Last updated on October 27th, 2017 at 03:10 pm
With planning for the Christmas season well under way we look at some of the problems that this can present for employers and what approaches can be taken to deal with them.
Issues typically relate to: the office party, competing holiday requests, Christmas bonuses, different religions. And of course, all this is happening in a time of economic austerity when companies are looking to cut back on costs but at the same time increase productivity.
In this article, we will focus on the Christmas party itself. So, fun parts aside, are there any pitfalls that employers need to watch out for at the Christmas Party? Yes, there are.
Employers will usually have the same legal responsibilities for occurrences at the Christmas party as they would have during working hours. So careful planning and clear communication should occur before the party so the risk of pitfalls can be minimised.
Health and Safety should be considered. It is important to assess any risks beforehand, not only to reduce the risk of injuries or accidents but also to help defend a claim should something bad happen.
It may be sensible to have one manager designated to avoid alcohol for the night so they can keep a general overview of things and discourage unacceptable or potentially hazardous behaviour. You may consider limiting the quantities of alcohol available or at least place a limit on the free bar. Employers should also think about how employees will get home safely after the event.
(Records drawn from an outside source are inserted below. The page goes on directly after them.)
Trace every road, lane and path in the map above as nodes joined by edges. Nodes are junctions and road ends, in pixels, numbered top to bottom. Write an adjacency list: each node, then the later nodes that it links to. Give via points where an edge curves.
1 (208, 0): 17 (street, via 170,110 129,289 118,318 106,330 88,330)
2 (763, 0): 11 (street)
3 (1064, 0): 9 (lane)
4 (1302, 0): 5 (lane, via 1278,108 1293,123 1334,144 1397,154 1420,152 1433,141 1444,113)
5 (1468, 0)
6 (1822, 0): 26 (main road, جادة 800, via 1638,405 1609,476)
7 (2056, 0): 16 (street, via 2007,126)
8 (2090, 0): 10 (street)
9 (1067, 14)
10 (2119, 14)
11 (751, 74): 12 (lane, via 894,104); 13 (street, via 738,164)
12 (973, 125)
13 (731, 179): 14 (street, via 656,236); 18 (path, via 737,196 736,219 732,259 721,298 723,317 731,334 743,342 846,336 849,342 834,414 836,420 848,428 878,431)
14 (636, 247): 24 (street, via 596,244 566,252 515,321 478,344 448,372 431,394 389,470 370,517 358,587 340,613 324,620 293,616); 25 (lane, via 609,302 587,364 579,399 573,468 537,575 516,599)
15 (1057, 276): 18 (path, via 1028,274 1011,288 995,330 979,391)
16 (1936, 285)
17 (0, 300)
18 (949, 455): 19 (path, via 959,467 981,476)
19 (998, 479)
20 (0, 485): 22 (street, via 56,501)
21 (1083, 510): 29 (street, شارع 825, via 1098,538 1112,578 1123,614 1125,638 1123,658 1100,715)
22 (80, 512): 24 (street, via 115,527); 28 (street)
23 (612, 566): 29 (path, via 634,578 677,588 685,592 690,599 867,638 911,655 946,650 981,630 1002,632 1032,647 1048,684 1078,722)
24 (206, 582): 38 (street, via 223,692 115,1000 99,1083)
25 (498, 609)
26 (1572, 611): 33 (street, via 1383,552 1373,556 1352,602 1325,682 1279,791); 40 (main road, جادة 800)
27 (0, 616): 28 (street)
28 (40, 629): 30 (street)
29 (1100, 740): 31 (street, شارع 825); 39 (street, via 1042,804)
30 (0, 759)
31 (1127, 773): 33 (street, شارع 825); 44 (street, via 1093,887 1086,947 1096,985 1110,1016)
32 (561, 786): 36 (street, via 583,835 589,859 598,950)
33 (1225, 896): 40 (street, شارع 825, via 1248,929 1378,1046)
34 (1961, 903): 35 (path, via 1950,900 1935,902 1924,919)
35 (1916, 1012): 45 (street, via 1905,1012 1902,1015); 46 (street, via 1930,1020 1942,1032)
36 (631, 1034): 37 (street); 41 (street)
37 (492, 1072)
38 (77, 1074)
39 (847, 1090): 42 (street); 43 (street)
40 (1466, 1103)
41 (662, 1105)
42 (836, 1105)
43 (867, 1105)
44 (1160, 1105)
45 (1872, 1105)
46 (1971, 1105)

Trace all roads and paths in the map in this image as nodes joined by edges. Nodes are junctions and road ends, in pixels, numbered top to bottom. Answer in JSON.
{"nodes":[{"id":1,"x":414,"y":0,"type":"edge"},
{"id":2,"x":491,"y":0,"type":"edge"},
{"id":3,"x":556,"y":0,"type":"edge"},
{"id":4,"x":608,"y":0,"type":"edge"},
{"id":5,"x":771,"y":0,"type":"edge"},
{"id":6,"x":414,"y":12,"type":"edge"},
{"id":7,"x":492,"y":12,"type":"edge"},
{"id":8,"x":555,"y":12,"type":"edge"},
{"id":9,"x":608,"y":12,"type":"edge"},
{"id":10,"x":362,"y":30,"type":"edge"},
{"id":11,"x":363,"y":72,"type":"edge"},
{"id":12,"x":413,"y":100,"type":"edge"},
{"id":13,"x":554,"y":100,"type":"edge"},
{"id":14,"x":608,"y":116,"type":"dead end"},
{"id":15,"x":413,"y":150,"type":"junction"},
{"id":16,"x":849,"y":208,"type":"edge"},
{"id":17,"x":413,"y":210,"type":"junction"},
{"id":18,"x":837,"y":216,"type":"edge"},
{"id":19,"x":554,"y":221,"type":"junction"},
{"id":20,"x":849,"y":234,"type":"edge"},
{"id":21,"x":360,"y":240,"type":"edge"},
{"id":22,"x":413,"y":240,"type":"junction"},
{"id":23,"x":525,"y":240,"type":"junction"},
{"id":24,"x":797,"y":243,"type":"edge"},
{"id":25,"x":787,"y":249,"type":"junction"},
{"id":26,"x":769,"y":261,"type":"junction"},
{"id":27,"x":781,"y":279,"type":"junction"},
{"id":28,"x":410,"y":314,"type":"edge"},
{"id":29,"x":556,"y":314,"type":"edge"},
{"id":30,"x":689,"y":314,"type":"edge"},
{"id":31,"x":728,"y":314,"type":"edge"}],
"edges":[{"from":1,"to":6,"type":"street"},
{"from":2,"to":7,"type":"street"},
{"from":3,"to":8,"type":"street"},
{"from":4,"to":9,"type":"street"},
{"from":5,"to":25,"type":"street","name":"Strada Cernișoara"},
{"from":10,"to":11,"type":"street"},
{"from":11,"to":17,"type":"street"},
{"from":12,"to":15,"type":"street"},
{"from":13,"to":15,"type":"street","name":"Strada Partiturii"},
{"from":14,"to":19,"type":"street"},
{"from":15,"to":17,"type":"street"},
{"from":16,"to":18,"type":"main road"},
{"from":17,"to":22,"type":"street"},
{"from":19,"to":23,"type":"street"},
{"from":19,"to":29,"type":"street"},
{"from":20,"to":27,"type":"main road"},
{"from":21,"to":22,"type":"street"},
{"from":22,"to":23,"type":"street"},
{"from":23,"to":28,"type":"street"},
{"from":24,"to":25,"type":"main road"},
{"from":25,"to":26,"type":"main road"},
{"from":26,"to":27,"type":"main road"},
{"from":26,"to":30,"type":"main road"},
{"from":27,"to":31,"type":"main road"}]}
The potential for harassment and other forms of discrimination is an issue. This is because the risk of harassment occurring will most likely increase when drink is involved. Harassment involves unwanted conduct which intimidates another employee on grounds of conduct occurs on the grounds of sex, race, disability, sexual orientation, religion, age or belief. Most employers will typically have a harassment policy in their employee handbook. This harassment risk also applies to third parties such as clients or suppliers who may be invited to the party.
Try and ensure that the needs of all staff are catered for at the party to avoid discrimination which means ensuring there are enough non-alcoholic drinks available and that there is food available that meets your employee’s religious and cultural requirements. If you have disabled staff also consider whether any adjustments or physical assistance is needed.
In light of these considerations it makes sense to remind employees of unacceptable behaviour prior to the party without coming across as too much of a kill joy. This would involve pointing out that employees will be representing the company during the party. It is also worth making a reference to your harassment or discrimination policy – but don’t forget to wish everyone a Merry Christmas!